* Data excerpts:
┄┄┄┄┄┄┄┄┄┄

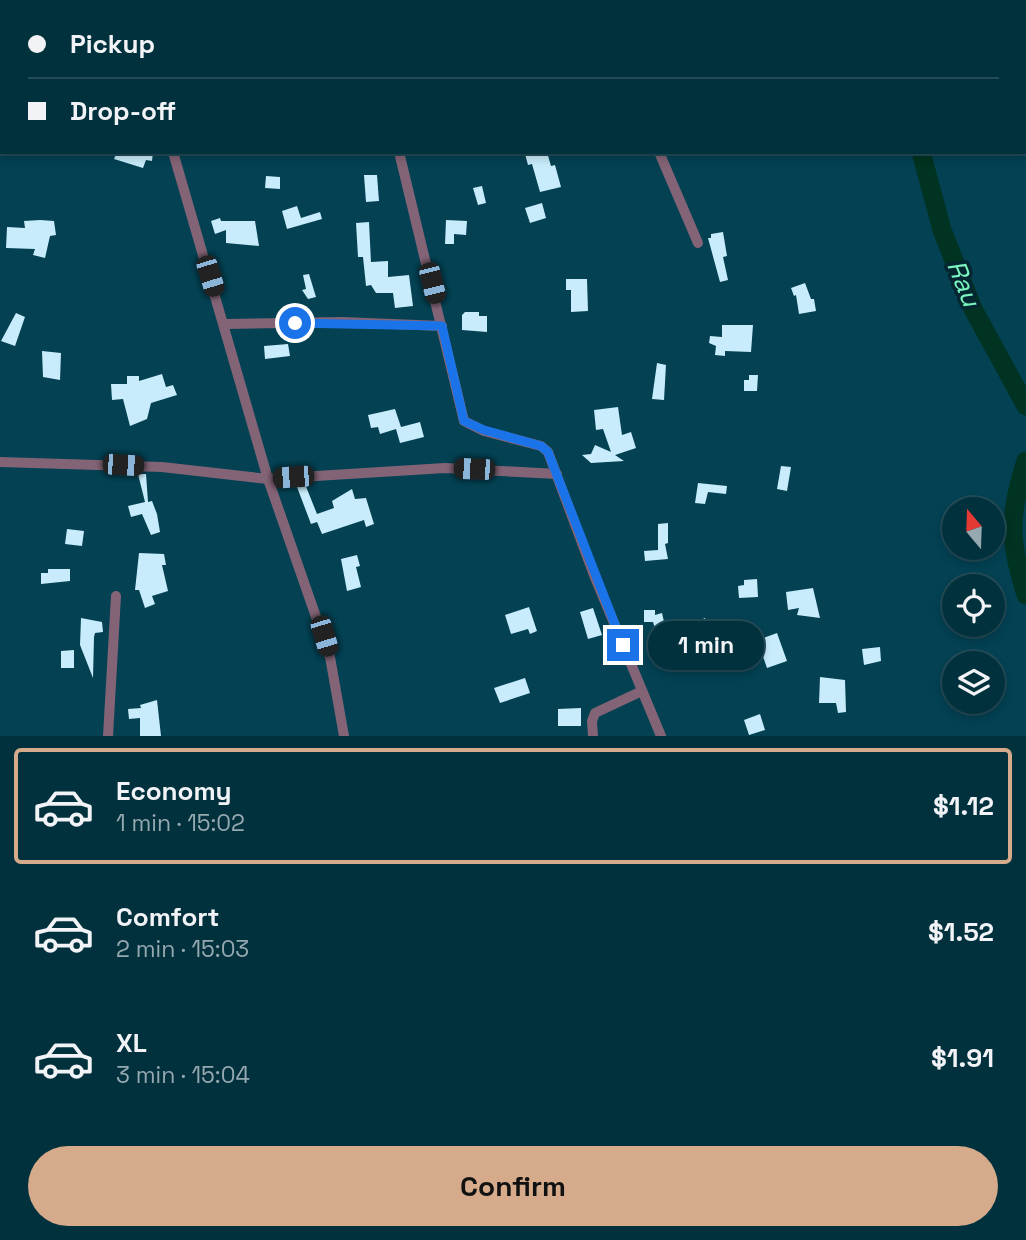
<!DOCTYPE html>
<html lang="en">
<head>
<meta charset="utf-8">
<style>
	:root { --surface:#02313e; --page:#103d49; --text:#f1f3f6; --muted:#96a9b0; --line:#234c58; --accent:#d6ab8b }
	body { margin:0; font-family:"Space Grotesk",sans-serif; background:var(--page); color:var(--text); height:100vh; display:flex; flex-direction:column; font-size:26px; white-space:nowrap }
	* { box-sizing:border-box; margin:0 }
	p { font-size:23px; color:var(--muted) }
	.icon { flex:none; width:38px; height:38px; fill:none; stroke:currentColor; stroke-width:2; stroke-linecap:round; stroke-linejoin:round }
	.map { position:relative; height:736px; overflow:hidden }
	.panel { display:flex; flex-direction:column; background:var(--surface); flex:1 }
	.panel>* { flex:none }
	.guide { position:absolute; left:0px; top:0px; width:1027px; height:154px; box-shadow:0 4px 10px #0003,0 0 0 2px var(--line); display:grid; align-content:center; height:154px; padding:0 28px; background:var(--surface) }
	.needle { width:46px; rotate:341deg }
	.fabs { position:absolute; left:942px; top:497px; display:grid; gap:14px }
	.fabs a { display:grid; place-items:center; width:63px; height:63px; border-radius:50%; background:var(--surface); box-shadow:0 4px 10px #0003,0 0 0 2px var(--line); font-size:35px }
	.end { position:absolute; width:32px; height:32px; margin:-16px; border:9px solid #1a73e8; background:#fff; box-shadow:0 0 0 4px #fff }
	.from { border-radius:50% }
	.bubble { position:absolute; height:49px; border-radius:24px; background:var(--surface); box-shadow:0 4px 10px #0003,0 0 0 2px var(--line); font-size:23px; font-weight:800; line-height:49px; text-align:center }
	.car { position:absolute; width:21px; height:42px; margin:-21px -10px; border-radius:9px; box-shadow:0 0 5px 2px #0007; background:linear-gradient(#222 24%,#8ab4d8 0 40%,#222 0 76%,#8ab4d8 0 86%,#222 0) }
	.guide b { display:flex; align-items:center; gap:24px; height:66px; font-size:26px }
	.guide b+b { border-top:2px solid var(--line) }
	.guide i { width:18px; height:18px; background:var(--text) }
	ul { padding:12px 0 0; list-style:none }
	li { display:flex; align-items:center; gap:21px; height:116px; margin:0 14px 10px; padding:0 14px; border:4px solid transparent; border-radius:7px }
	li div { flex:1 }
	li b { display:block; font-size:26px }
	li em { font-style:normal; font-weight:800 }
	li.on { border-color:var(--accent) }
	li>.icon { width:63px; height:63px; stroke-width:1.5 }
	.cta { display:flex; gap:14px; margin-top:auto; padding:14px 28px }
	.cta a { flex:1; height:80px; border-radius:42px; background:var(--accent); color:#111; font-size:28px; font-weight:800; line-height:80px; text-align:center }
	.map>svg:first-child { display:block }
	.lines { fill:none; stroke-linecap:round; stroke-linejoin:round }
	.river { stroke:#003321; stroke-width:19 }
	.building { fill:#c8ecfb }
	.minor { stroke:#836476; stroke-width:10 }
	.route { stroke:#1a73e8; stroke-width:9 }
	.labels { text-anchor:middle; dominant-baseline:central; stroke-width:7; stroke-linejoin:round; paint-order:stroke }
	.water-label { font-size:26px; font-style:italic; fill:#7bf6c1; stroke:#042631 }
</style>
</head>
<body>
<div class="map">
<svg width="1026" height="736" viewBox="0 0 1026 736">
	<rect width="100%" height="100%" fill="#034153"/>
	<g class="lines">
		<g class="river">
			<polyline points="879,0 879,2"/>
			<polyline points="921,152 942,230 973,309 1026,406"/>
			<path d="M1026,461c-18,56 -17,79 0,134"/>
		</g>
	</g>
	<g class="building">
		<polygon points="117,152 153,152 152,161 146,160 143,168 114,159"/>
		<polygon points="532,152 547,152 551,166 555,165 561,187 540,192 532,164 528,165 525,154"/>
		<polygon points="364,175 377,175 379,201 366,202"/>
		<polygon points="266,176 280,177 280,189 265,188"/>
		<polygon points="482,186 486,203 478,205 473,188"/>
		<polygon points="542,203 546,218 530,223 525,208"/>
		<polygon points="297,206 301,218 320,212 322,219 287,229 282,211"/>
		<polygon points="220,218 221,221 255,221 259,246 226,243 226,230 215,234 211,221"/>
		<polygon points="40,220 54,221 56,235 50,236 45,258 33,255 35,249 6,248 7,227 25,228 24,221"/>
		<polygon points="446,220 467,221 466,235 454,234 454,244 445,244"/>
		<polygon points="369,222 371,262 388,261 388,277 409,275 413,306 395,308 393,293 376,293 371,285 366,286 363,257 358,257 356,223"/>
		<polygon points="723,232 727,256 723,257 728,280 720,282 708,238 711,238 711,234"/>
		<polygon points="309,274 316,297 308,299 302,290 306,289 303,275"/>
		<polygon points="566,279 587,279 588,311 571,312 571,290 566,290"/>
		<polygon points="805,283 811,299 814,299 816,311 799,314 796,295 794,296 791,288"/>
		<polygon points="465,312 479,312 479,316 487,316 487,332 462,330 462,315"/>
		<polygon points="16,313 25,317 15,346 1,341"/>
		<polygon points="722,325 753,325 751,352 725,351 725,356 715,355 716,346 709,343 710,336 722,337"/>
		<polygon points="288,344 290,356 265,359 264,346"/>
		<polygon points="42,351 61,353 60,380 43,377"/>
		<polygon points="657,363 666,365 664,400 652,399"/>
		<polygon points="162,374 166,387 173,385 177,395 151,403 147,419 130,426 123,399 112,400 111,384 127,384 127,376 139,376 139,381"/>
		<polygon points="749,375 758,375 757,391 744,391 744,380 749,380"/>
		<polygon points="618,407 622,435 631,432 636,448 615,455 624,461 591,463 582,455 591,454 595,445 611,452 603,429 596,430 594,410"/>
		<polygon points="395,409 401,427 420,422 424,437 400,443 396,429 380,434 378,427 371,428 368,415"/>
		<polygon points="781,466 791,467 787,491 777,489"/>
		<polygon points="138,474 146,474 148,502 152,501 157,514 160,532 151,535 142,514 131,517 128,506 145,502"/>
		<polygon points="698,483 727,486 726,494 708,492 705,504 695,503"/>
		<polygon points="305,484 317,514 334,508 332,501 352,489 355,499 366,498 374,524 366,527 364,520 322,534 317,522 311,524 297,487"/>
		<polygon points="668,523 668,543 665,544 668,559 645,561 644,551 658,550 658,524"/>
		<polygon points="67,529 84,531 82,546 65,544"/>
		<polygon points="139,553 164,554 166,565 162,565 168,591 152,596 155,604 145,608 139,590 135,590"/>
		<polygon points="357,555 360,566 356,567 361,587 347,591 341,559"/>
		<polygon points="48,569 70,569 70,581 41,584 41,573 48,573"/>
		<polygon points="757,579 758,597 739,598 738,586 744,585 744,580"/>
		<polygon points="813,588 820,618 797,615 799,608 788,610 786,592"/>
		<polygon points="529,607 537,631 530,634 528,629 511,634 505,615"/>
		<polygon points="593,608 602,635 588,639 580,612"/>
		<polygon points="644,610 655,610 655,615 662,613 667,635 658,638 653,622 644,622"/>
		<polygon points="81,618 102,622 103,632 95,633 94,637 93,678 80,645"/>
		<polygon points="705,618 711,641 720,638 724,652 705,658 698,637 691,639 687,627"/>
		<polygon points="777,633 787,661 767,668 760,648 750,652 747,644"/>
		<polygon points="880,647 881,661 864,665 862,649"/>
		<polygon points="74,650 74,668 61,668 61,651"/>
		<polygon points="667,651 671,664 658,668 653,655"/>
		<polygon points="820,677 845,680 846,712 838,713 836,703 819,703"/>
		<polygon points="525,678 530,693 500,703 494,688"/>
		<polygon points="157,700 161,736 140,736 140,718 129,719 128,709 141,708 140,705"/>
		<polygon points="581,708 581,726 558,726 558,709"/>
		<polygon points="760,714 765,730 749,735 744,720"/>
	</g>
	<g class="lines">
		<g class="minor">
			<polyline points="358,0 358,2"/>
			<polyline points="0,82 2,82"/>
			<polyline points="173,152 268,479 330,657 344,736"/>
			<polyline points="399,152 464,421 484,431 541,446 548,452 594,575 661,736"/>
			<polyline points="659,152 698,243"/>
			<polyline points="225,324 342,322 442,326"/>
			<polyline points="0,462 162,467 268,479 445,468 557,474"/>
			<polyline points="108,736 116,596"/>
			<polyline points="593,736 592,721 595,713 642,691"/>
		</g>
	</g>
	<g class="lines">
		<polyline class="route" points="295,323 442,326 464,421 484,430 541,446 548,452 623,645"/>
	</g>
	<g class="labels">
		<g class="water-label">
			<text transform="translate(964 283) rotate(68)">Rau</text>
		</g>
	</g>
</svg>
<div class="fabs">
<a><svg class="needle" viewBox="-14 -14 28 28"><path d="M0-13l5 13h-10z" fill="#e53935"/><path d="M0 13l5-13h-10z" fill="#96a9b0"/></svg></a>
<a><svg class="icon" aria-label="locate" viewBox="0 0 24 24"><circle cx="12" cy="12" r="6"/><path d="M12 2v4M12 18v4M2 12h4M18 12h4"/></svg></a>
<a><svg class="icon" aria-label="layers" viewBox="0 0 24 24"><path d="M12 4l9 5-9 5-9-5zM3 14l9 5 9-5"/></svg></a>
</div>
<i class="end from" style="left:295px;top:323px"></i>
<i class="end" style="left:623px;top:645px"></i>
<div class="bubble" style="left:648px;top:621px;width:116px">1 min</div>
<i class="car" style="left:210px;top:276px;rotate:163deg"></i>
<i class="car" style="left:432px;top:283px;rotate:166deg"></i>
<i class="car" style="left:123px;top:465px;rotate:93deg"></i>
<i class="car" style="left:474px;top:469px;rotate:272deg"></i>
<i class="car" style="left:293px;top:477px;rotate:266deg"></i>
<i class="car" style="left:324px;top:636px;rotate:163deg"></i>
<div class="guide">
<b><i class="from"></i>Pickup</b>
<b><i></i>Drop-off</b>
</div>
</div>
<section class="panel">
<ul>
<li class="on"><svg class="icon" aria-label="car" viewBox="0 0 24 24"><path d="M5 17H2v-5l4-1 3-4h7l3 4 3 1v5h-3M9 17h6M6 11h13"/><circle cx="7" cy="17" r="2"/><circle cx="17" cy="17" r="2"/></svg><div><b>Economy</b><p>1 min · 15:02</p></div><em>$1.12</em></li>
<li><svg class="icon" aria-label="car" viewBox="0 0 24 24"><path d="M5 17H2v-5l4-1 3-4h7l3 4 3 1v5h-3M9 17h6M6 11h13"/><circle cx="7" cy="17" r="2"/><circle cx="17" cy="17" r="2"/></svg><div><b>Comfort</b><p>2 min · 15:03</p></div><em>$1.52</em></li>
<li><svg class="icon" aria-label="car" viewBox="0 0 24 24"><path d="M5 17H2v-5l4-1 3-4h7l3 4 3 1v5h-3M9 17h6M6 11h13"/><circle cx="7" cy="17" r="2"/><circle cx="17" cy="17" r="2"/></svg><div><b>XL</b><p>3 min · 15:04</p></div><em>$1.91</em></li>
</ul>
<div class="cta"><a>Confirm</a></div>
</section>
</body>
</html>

┄┄┄┄┄┄┄┄┄┄

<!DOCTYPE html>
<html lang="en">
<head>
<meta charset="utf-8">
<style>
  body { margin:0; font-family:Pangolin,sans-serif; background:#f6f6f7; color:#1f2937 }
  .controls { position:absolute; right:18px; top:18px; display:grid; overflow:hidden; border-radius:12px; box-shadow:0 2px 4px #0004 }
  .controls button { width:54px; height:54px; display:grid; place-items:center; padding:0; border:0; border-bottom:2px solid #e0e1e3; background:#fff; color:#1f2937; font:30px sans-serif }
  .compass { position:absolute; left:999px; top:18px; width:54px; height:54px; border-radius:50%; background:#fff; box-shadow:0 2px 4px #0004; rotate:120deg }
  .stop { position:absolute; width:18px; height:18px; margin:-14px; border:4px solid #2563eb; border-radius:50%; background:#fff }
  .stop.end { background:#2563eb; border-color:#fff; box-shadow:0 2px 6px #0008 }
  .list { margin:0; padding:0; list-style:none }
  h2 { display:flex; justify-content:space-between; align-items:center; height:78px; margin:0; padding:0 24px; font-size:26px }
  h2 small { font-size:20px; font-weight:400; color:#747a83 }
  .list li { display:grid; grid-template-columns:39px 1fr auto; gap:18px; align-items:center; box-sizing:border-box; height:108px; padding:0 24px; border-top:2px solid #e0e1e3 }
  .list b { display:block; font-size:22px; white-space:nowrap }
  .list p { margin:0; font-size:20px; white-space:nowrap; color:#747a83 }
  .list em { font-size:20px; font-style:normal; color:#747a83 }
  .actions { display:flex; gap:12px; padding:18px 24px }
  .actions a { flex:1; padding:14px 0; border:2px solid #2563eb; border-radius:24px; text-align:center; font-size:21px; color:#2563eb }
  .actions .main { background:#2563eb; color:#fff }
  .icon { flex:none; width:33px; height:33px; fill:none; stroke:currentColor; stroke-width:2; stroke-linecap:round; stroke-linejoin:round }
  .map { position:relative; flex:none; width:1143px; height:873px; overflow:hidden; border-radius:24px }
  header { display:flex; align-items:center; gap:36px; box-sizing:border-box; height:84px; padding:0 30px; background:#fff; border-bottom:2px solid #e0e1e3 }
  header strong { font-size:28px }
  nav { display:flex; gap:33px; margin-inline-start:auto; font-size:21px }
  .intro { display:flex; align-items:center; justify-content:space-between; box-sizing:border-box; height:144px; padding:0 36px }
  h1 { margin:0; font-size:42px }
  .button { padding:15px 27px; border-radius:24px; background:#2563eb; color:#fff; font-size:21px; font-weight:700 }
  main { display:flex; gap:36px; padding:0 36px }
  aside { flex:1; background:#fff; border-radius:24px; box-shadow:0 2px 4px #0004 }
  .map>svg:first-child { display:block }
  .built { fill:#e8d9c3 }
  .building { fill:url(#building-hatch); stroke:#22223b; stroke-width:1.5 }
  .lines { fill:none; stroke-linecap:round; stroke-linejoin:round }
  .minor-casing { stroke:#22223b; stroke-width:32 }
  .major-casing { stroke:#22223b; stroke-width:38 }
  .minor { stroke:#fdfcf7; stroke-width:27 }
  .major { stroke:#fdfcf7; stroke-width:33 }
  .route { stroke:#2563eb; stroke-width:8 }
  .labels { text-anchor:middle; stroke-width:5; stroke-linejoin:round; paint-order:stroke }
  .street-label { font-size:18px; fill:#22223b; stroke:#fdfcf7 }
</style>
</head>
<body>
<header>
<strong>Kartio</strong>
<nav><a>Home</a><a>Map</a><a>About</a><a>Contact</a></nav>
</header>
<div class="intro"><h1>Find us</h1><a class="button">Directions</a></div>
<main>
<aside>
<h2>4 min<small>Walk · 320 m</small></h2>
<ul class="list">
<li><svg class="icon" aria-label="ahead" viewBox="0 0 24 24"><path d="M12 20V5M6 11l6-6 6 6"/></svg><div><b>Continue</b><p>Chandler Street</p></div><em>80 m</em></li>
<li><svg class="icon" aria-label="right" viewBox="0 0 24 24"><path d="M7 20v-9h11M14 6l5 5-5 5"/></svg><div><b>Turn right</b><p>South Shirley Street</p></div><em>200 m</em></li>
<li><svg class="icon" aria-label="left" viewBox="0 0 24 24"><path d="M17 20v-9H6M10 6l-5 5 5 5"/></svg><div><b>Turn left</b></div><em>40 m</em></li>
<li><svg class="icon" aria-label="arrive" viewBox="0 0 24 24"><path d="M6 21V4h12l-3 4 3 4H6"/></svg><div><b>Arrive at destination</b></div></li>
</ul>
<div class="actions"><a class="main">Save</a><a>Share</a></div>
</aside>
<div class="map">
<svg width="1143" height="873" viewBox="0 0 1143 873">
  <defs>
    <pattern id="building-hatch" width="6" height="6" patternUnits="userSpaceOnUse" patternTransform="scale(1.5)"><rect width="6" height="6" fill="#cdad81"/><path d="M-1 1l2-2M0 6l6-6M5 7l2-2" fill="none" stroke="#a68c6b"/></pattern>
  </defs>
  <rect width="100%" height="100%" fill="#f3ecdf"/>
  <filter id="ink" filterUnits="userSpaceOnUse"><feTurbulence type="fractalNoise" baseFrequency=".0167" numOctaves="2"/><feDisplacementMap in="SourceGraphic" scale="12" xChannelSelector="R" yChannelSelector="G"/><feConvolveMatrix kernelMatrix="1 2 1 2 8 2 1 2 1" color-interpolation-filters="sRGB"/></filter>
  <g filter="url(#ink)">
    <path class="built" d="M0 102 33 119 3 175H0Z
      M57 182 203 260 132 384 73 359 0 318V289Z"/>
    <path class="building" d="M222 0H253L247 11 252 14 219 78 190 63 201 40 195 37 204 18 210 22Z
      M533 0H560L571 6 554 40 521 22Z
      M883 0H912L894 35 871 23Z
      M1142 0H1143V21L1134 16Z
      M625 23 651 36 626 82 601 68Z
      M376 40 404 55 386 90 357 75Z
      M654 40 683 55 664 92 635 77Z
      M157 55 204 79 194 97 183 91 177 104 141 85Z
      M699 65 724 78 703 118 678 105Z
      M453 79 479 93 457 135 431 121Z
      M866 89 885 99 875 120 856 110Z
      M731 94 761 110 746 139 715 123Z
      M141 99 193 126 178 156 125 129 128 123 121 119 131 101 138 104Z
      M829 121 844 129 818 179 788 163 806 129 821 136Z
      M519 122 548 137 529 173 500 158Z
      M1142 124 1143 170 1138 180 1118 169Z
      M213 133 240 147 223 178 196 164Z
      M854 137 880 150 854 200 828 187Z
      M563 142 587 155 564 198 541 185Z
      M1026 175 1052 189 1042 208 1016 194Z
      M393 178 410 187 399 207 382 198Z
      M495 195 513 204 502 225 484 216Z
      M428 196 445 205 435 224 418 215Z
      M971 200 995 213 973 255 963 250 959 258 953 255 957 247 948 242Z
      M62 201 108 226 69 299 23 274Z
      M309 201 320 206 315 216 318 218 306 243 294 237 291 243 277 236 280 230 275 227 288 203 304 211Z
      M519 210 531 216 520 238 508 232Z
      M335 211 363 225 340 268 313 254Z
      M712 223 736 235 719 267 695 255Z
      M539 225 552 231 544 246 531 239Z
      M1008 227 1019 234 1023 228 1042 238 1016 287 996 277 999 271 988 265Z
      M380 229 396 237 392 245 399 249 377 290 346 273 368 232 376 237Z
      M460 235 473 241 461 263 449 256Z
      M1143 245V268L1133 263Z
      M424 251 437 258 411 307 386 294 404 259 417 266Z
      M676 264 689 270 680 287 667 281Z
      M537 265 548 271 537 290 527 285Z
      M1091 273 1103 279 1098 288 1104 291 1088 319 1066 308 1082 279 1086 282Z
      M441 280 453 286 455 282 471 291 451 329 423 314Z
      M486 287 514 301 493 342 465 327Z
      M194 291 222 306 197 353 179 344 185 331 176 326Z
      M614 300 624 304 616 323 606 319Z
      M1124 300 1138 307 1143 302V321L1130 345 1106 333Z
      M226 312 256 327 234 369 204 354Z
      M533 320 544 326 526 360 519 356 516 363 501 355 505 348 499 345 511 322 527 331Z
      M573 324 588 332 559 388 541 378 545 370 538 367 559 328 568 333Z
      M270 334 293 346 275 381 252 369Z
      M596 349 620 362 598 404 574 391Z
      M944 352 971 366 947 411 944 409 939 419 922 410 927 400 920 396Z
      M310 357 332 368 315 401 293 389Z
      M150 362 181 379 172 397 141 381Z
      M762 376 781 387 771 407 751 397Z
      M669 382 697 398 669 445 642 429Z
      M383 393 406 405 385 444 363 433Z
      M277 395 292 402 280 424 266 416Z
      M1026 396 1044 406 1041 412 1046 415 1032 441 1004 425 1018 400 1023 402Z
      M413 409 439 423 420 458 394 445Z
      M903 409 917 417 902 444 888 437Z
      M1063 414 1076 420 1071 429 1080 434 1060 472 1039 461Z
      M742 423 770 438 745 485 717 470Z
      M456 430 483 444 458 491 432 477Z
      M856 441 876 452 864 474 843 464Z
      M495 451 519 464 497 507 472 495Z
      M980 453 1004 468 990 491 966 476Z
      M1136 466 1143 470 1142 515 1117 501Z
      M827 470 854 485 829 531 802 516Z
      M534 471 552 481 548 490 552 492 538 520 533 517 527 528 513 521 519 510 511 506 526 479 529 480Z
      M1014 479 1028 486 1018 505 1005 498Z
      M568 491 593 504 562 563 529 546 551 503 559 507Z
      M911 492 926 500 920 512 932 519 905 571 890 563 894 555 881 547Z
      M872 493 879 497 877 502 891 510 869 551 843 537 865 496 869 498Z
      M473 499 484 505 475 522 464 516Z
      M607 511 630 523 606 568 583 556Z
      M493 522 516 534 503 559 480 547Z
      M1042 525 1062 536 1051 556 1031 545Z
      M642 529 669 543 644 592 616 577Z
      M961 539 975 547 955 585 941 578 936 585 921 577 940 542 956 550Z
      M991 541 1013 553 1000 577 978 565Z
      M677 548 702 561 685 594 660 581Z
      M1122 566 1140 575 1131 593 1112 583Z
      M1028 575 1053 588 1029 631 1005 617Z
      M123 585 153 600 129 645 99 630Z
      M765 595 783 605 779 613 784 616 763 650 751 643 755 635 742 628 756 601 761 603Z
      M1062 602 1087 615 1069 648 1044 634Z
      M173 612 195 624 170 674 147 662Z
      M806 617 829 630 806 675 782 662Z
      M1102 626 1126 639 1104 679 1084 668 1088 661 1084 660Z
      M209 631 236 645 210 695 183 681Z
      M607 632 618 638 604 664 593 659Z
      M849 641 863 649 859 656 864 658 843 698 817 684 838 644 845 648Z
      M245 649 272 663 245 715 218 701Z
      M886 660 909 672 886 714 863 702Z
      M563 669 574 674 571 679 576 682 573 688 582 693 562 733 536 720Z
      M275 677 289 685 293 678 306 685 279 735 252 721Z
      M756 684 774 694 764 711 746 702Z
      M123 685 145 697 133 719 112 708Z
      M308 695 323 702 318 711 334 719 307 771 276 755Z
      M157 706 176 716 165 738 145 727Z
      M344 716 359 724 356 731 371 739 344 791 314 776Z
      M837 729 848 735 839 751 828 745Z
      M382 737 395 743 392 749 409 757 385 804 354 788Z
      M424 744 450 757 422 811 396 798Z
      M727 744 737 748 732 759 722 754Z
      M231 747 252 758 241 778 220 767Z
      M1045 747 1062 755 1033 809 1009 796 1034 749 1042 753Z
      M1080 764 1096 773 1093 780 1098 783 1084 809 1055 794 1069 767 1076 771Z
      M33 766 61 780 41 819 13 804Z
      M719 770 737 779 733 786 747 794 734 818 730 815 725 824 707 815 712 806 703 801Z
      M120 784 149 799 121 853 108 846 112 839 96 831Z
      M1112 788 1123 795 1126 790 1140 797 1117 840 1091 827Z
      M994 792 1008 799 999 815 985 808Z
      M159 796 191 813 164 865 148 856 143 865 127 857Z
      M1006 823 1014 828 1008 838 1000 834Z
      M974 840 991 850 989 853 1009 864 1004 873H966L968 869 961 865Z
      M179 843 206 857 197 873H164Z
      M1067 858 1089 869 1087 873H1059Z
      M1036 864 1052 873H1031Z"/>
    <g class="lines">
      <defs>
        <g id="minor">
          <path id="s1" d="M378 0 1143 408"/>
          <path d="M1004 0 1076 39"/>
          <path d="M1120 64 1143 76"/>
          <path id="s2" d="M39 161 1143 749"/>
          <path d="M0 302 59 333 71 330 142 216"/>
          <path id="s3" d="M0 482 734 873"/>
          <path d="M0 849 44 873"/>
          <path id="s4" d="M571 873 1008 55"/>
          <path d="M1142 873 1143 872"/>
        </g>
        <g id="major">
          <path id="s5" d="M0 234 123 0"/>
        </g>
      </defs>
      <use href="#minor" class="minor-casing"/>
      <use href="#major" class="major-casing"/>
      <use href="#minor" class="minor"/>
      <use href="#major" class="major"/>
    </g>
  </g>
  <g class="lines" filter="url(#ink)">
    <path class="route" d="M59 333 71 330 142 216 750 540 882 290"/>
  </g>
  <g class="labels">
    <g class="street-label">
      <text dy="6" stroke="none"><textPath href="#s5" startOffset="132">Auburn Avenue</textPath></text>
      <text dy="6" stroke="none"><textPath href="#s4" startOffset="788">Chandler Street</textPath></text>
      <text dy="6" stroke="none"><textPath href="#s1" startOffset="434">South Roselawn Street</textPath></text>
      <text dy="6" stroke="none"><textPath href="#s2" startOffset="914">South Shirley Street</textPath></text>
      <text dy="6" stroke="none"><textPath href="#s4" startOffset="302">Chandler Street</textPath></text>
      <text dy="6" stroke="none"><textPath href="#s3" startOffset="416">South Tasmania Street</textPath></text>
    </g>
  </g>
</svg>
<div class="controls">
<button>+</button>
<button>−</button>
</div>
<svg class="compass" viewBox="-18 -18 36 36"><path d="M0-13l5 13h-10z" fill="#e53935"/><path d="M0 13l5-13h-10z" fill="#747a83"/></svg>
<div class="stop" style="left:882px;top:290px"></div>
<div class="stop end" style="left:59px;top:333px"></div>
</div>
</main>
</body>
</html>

┄┄┄┄┄┄┄┄┄┄

* Task objective: What you return must be an exact retyping of the lines above starting at the line with "2 1 2 8 2 1" and ending at the line with "M625 23 651 36 626 82 601 68Z", and nothing besides.

* Response area:
  <filter id="ink" filterUnits="userSpaceOnUse"><feTurbulence type="fractalNoise" baseFrequency=".0167" numOctaves="2"/><feDisplacementMap in="SourceGraphic" scale="12" xChannelSelector="R" yChannelSelector="G"/><feConvolveMatrix kernelMatrix="1 2 1 2 8 2 1 2 1" color-interpolation-filters="sRGB"/></filter>
  <g filter="url(#ink)">
    <path class="built" d="M0 102 33 119 3 175H0Z
      M57 182 203 260 132 384 73 359 0 318V289Z"/>
    <path class="building" d="M222 0H253L247 11 252 14 219 78 190 63 201 40 195 37 204 18 210 22Z
      M533 0H560L571 6 554 40 521 22Z
      M883 0H912L894 35 871 23Z
      M1142 0H1143V21L1134 16Z
      M625 23 651 36 626 82 601 68Z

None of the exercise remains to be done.